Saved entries

.....

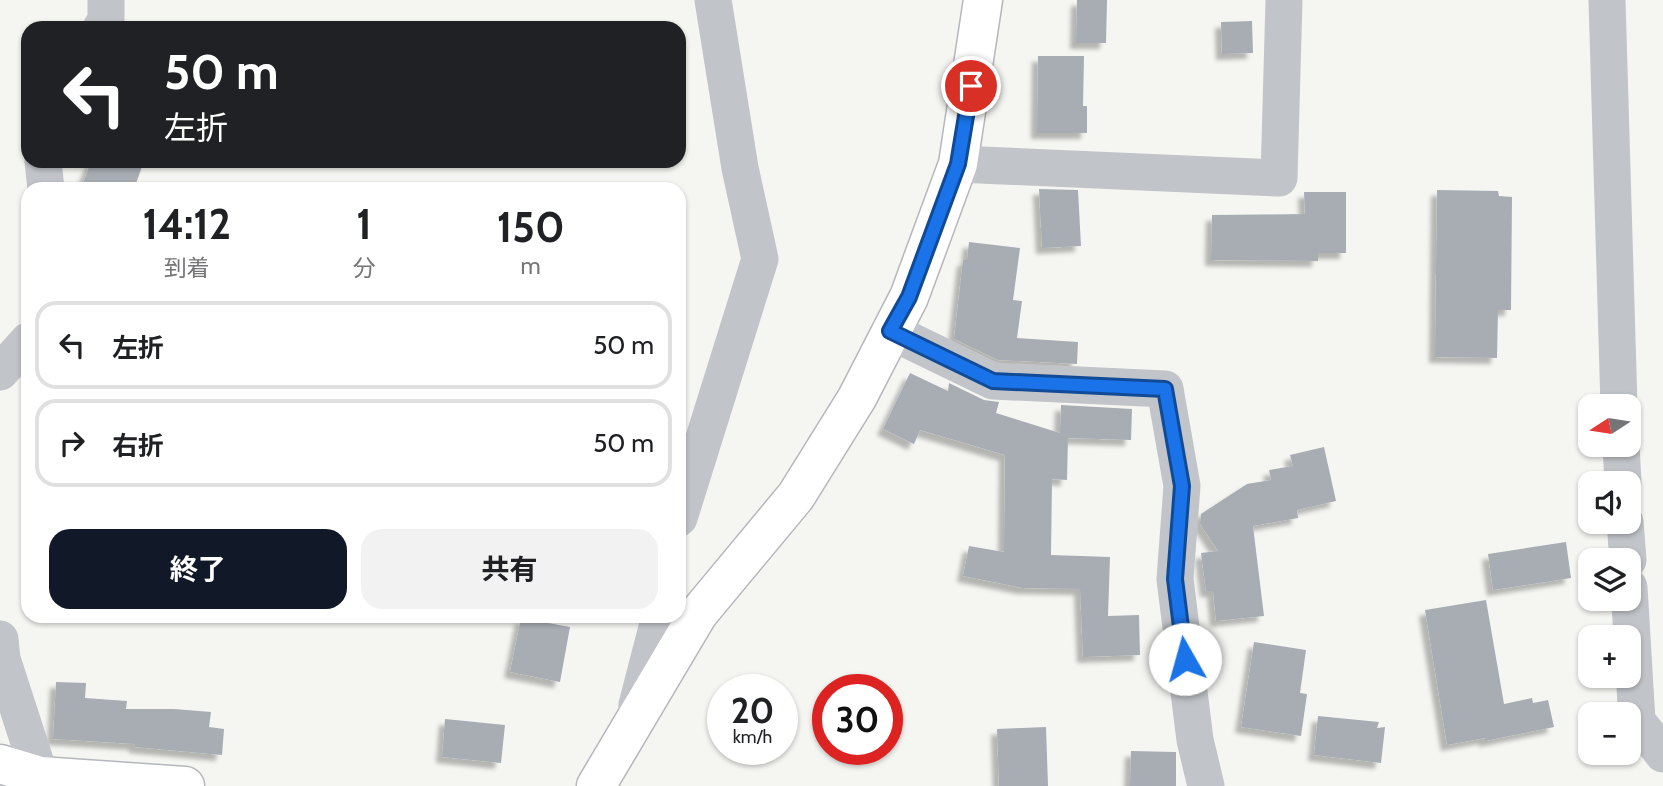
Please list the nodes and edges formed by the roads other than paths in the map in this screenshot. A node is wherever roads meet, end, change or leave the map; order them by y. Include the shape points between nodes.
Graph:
1 (106, 0) edge
2 (713, 0) edge
3 (983, 0) edge
4 (1284, 0) edge
5 (1607, 0) edge
6 (105, 21) edge
7 (958, 164) junction
8 (890, 331) junction
9 (21, 349) edge
10 (0, 372) edge
11 (1619, 394) edge
12 (686, 496) edge
13 (1630, 611) edge
14 (658, 623) edge
15 (0, 639) edge
16 (634, 720) junction
17 (1663, 754) edge
18 (0, 764) edge
19 (40, 776) junction
20 (185, 786) edge
21 (596, 786) edge
22 (1206, 786) edge

1 - 6 street
2 - 12 street via 760,259
3 - 7 street
4 - 7 street via 1279,178
5 - 11 street
7 - 8 street via 909,297
8 - 16 street via 857,398 796,496 698,614
8 - 22 street via 993,381 1165,389 1182,486 1175,579 1195,740
9 - 10 street
13 - 17 street via 1637,721
14 - 16 street
15 - 19 street via 2,659
16 - 21 street
18 - 19 street
19 - 20 street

.....

A faithful copy of every entry is needed, omitting each image.

Please list the nodes and edges formed by the roads other than paths in the map in this screenshot. A node is wherever roads meet, end, change or leave the map; order them by y. Include the shape points between nodes.
Graph:
1 (106, 0) edge
2 (713, 0) edge
3 (983, 0) edge
4 (1284, 0) edge
5 (1607, 0) edge
6 (105, 21) edge
7 (958, 164) junction
8 (890, 331) junction
9 (21, 349) edge
10 (0, 372) edge
11 (1619, 394) edge
12 (686, 496) edge
13 (1630, 611) edge
14 (658, 623) edge
15 (0, 639) edge
16 (634, 720) junction
17 (1663, 754) edge
18 (0, 764) edge
19 (40, 776) junction
20 (185, 786) edge
21 (596, 786) edge
22 (1206, 786) edge

1 - 6 street
2 - 12 street via 760,259
3 - 7 street
4 - 7 street via 1279,178
5 - 11 street
7 - 8 street via 909,297
8 - 16 street via 857,398 796,496 698,614
8 - 22 street via 993,381 1165,389 1182,486 1175,579 1195,740
9 - 10 street
13 - 17 street via 1637,721
14 - 16 street
15 - 19 street via 2,659
16 - 21 street
18 - 19 street
19 - 20 street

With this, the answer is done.